Tuesday, 1 June 2010

Cool Reception

Yesterday my son got given a helicopter ride as a birthday present from his doting nan. Said ride happened at a Country Show at a stately home in Yorkshire, a weirdly posh-but-not-posh event. By chance he ended up getting the helicopter ride with the children of the people who owned the helicopter. I suppose this means they were rich, but they didn’t look it to my untutored wouldn’t-know-a-designer-label-if-it-bit-her-on-the-arse eye. They were wearing jumpers and jeans. Anyway. After the ride, the father of these other children asked my son what he thought of it. “It was cool,” said my son. “We don’t use words like that,” said the man. So I laughed heartily. I assumed he was joking.

His face said he wasn’t. I struggled to take any of it seriously and had to exit quickly.

People are weird.

Stuff Going On

I've just come to the end of a particularly intense project in my new career, not much sleep etc, and now I have a week off. Which means I get to catch up with the rest of my life, not least a humungous quantity of housework, but crucially I get to be ALONE. Oh, it's like plunging into a warm pool under a sunlit sky. I get to be in my own home for a long period of time with no urgent deadlines and nothing stressful to do in the morning and all small people safely dispatched unto the care of others' hands.

So now I can focus on my book. This means spending most of my spare time editing a final draft, to be Lulued into review copies. But also...

For the past month the illustrator has been cogitating over the cover, and this weekend he came up with a couple of tentative draft images. This bit is HARD. Thank God he's a professional illustrator with decades of experience and knows what he's doing, cos I sure as hell don't. I can say what I don't like, but what I'm crap at is imagining a preferable alternative. The drafts have energy and humour, and I'm worried our tinkerings might stamp that out, but I think between us we'll get there. His wise voice is reminding me that it doesn't have to be literal. That what we are trying to do is capture the spirit of the book, and make people want to read it. And that if there is sex in the title, there probably has to be sex on the cover.

Yesterday we swapped pictures and thoughts, and this afternoon we'll be doing more of the same. It'll be ongoing all week. I have a meeting with the designers on Thursday, but we've agreed that we're not aiming to have a finished illustration by then, as that might put us in too much of a rush. This isn't to be hurried. We hope to have it nailed by next week though.

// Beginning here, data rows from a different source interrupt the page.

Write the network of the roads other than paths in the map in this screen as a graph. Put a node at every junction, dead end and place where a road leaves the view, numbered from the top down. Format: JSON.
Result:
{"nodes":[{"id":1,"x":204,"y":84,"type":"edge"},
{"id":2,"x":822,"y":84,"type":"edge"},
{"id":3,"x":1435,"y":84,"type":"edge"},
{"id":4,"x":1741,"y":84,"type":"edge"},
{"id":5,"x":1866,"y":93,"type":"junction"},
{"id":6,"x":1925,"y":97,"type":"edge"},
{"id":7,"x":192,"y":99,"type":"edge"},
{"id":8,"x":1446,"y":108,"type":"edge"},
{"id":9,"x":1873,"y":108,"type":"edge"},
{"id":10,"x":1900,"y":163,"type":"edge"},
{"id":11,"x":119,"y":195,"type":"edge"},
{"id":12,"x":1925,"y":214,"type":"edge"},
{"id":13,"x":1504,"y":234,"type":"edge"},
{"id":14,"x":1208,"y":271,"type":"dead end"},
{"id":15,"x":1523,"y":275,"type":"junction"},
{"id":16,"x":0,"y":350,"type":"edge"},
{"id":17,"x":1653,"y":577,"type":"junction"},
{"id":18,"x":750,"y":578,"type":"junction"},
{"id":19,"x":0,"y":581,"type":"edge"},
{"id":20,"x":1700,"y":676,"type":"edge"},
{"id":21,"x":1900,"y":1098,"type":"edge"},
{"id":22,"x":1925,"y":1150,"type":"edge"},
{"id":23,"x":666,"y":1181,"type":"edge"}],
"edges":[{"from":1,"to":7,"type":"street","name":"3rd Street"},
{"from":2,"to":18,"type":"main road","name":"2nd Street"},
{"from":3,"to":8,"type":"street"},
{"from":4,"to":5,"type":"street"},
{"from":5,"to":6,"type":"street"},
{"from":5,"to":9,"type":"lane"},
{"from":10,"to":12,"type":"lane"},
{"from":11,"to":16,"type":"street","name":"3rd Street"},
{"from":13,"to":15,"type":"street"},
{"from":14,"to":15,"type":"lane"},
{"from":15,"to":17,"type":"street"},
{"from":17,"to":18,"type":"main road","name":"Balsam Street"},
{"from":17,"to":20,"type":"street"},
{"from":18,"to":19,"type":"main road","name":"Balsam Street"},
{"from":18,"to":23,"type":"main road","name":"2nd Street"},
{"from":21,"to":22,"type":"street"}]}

What's lovely about all this is that the illustrator is doing this for love, not money. We are old friends and he really cares that we produce something lovely. Of course I feel guilty about not being able to pay him much, but I just have to try not to think of it like that.

In the past I've done things like this and been terrified of offering an opinion or making any demands on people who clearly know more than me and who are anyway doing me a favour, but I've learnt it's pointless to think that way. This is my book, and my opinion matters. But I also have to trust in others' creative ability. Eek. The meeting with the designers will be interesting, too - particularly as we might not have a finished image to work with, but it's only an initial meeting.

So I'll be seeing Francis (the illustrator) on Friday, when I go and stay with him in London, and hopefully we'll have a tentative design to look at by then, as well.

My other reason for being in London is Stan, aka Bete de Jour, aka Karl's party. I found him fascinating even before I read his book and decided he wasn't real. Now he's admitted he isn't real. Or at least, I think he has. I probably found out who he was by accident a few months ago, so I think I already know. But anything could happen on Friday. Including bugger all. We have a back-up plan, Francis and I, just in case. I love London. I'll be there less than 24 hours (motherhood, motherhood, motherhood) but I'll make the most of it. Time for me has been scant for the last nine months, so this is a rare treat.

I thought about posting the draft book cover images here, but won't yet. We wouldn't tell people what names we were considering for the babies in my belly, either. It's the same thing. Unfinished creations are uniquely vulnerable to criticism, and sometimes even two opinions are confusing enough, never mind any more.